2 – L’Offre Orange Foot est une offre innovante constituée d’un ensemble indissociable de services linéaires de télévision classiques, de services non linéaires et de services interactifs. Il s’agit en réalité d’un service audiovisuel complet centré autour d’un match diffusé en direct et intégrant plusieurs services interactifs et non linéaires, indissolublement liés. Orange foot ne peut être diffusée en dehors d’une plateforme internet haut débit. Elle ne peut donc, d’un point de vue technique, être rendue accessible en dehors d’un abonnement internet haut débit intégrant une box et un décodeur. Le constat est valable pour tous les clients qu’ils soient situés dans des zones éligibles ou non à la télévision par ADSL.
3 – Free et Neuf Cegetel déforment à dessein la prohibition énoncée à l’article L. 122-1 du Code de la consommation.

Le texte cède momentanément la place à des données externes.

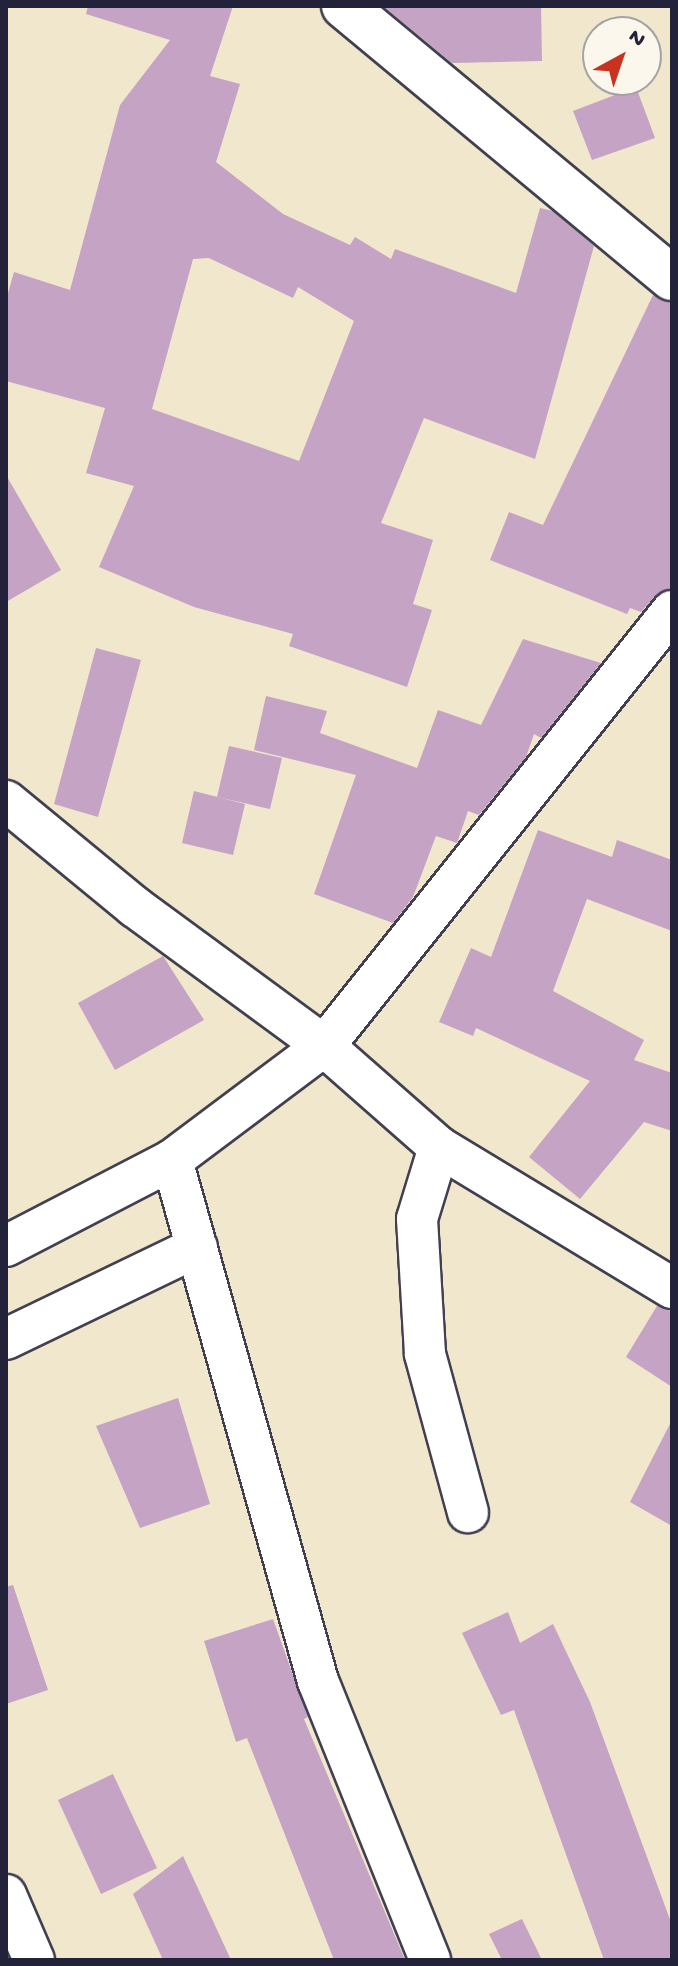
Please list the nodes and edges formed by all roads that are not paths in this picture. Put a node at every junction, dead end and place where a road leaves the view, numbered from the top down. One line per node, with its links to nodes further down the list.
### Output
1 (344, 6): 2 (street)
2 (672, 278)
3 (672, 611): 5 (street)
4 (6, 801): 5 (street)
5 (324, 1046): 6 (street); 7 (street)
6 (439, 1147): 10 (street); 12 (street)
7 (172, 1160): 8 (street); 9 (street)
8 (6, 1246)
9 (197, 1247): 11 (street); 15 (street)
10 (672, 1288)
11 (6, 1339)
12 (468, 1512)
13 (6, 1895): 14 (street)
14 (34, 1960)
15 (430, 1960)

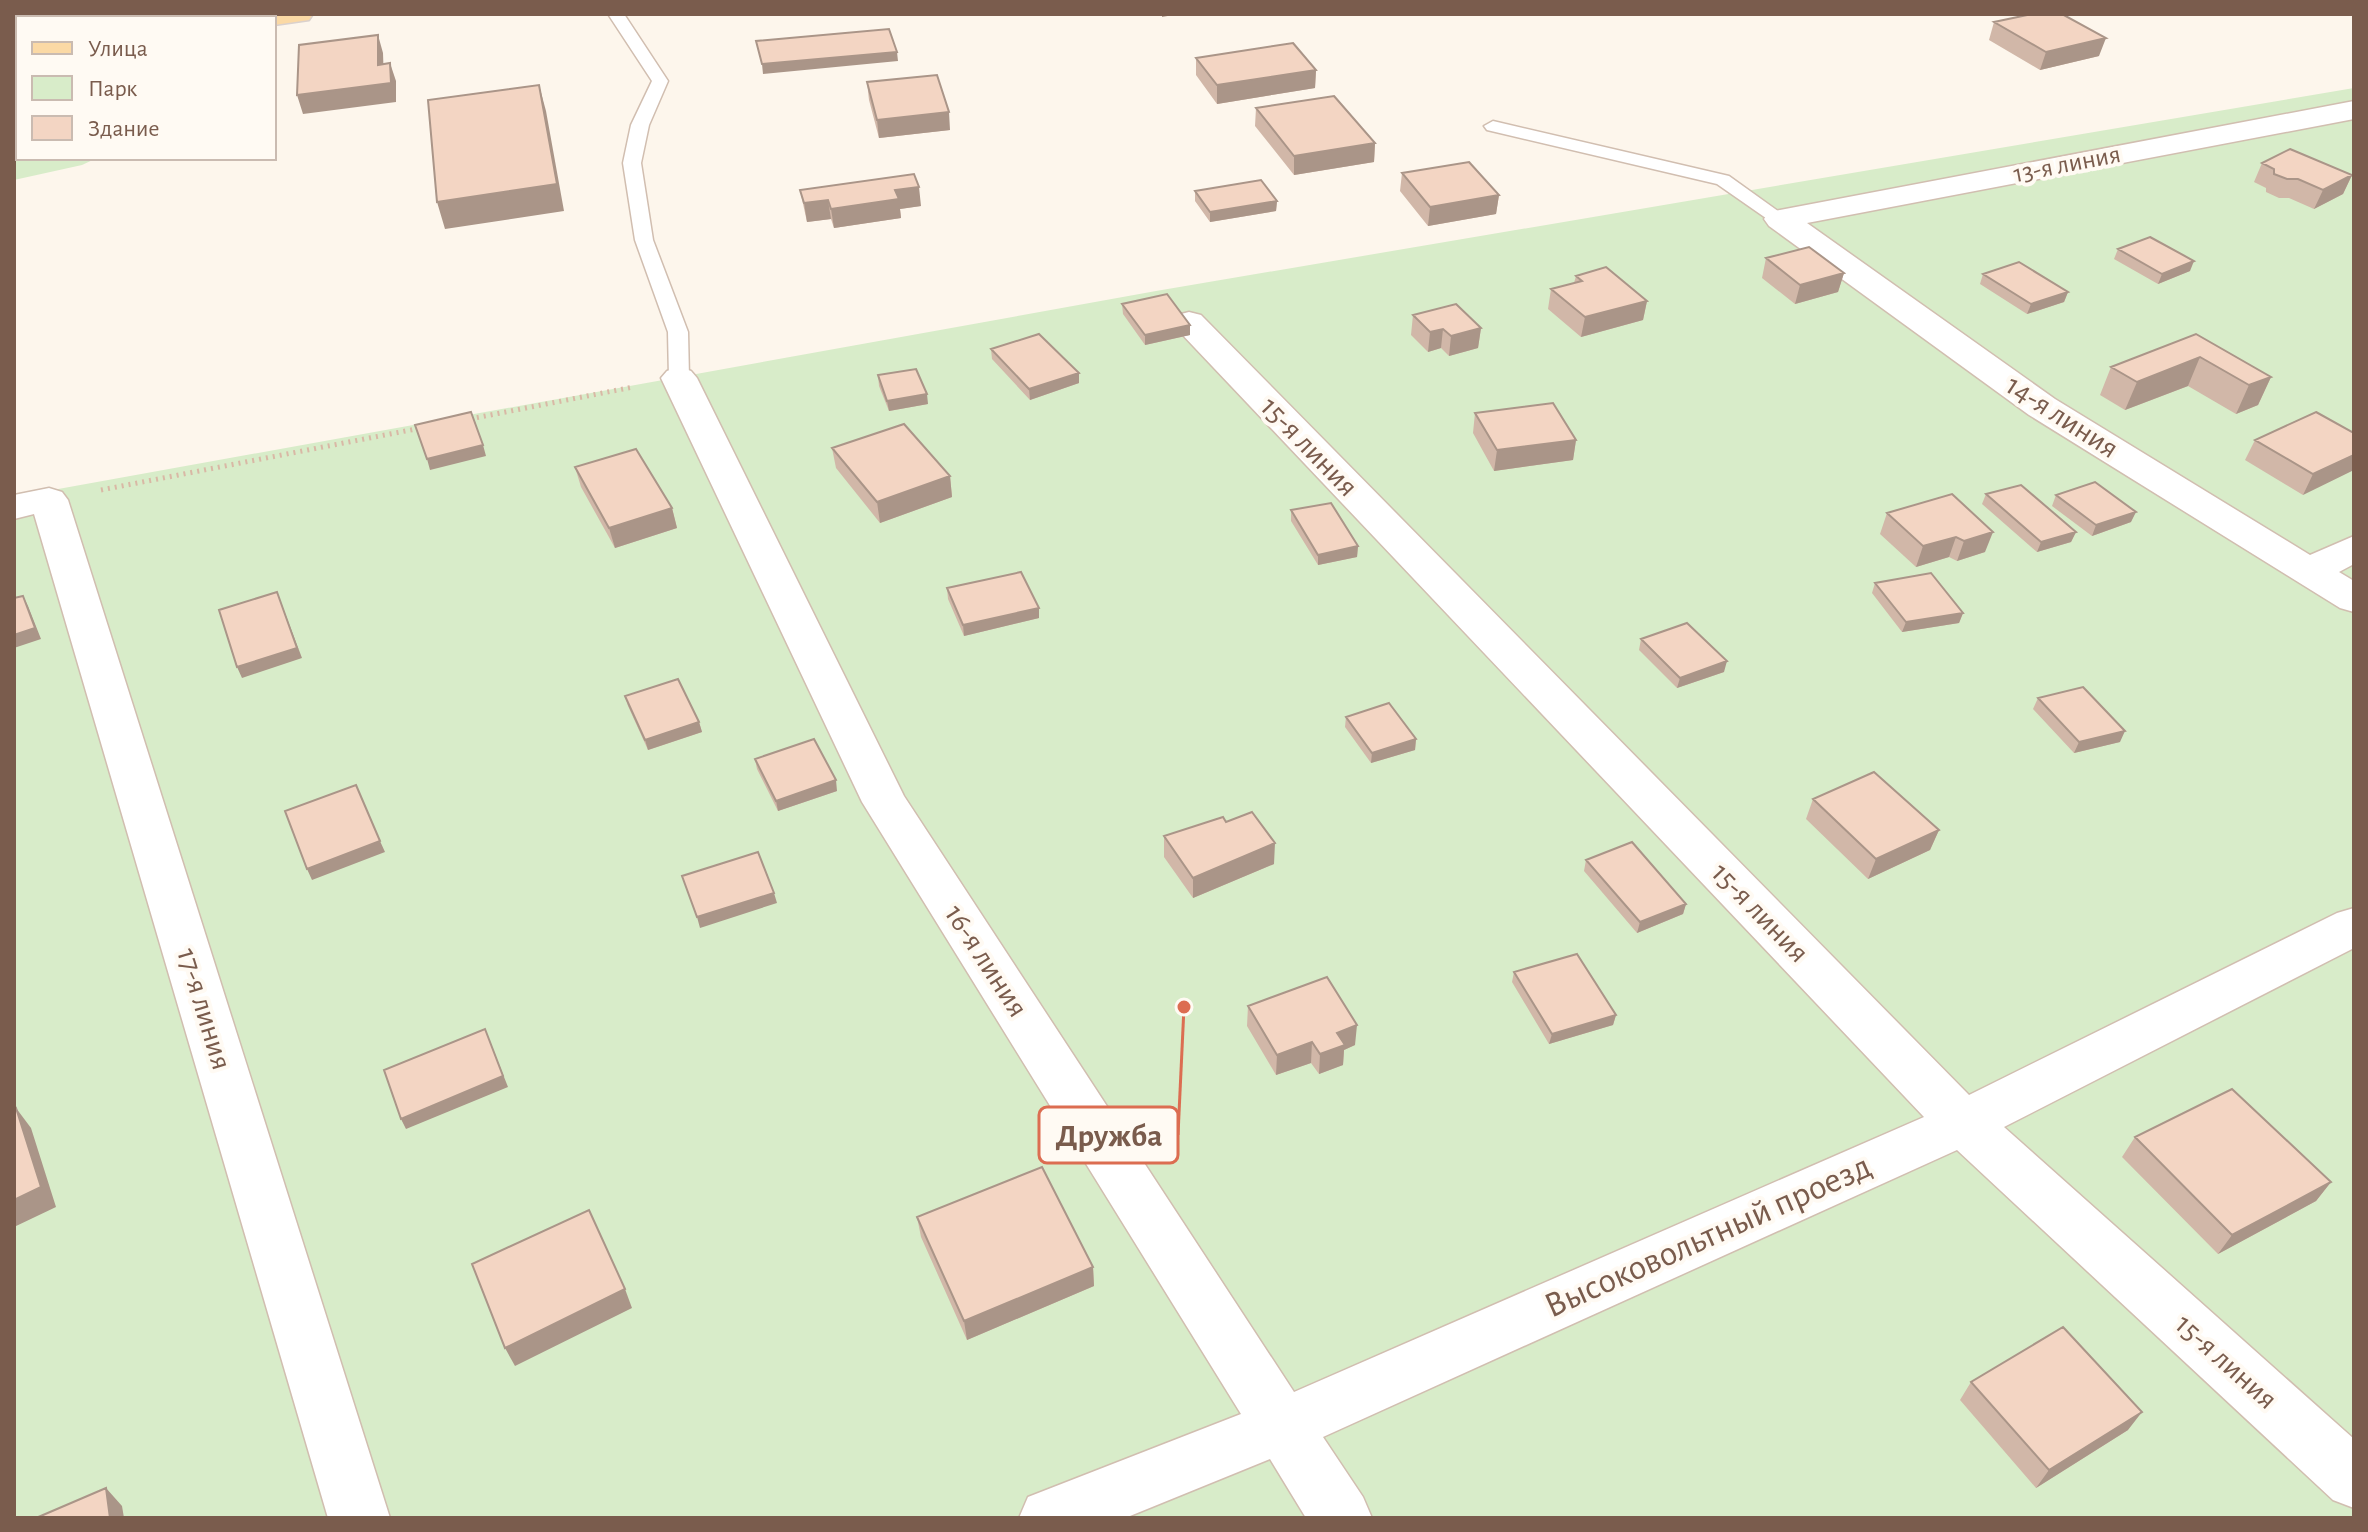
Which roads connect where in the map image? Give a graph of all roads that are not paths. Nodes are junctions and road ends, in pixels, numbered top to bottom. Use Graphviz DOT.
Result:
graph roads {
  1 [pos="300,14"];
  2 [pos="616,14"];
  3 [pos="276,17"];
  4 [pos="2354,110"];
  5 [pos="1493,126"];
  6 [pos="1780,219"];
  7 [pos="1189,322"];
  8 [pos="679,378"];
  9 [pos="32,504"];
  10 [pos="2354,548"];
  11 [pos="2310,571"];
  12 [pos="2354,599"];
  13 [pos="2354,926"];
  14 [pos="1963,1123"];
  15 [pos="1284,1425"];
  16 [pos="2354,1479"];
  17 [pos="359,1518"];
  18 [pos="1050,1518"];
  19 [pos="1341,1518"];
  1 -- 3 [label="main road"];
  2 -- 8 [label="lane"];
  4 -- 6 [label="street, 13-я линия"];
  5 -- 6 [label="lane"];
  6 -- 11 [label="street, 14-я линия"];
  7 -- 14 [label="street, 15-я линия"];
  8 -- 15 [label="street, 16-я линия"];
  9 -- 17 [label="street, 17-я линия"];
  10 -- 11 [label="street"];
  11 -- 12 [label="street, 14-я линия"];
  13 -- 14 [label="street, Высоковольтный проезд"];
  14 -- 15 [label="street, Высоковольтный проезд"];
  14 -- 16 [label="street, 15-я линия"];
  15 -- 18 [label="street, Высоковольтный проезд"];
  15 -- 19 [label="street, 16-я линия"];
}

Leurs critiques ne relèvent nullement de la problématique des ventes liées, mais visent en réalité à remettre en cause l’issue d’un appel d’offres régulier. Toutes les offres de bouquets de chaîne et des offres multiservices commercialisées notamment par les demanderesses sont par nature et par essence même des offres subordonnées.
4 – Les éléments constitutifs de l’infraction visée à l’article L. 122-1 du Code de la consommation ne sont pas réunis en l’espèce :
i) Les offres multiservices de France Telecom à l’image de ceux des autres fournisseurs d’accès à internet sont des produits uniques ainsi que l’a constaté le Conseil de la concurrence dans sa décision N° 08•D•10 du 7 mai 2008,
ii) L’existence d’un produit unique exclut toute qualification de vente liée. L’offre Orange foot est composée d’un ensemble de services de télévision classiques dits linéaires interactifs et non-linéaires qui sont totalement complémentaires et forment un tout indissociable. Le caractère dissociable allégué par les demanderesses est temporaire.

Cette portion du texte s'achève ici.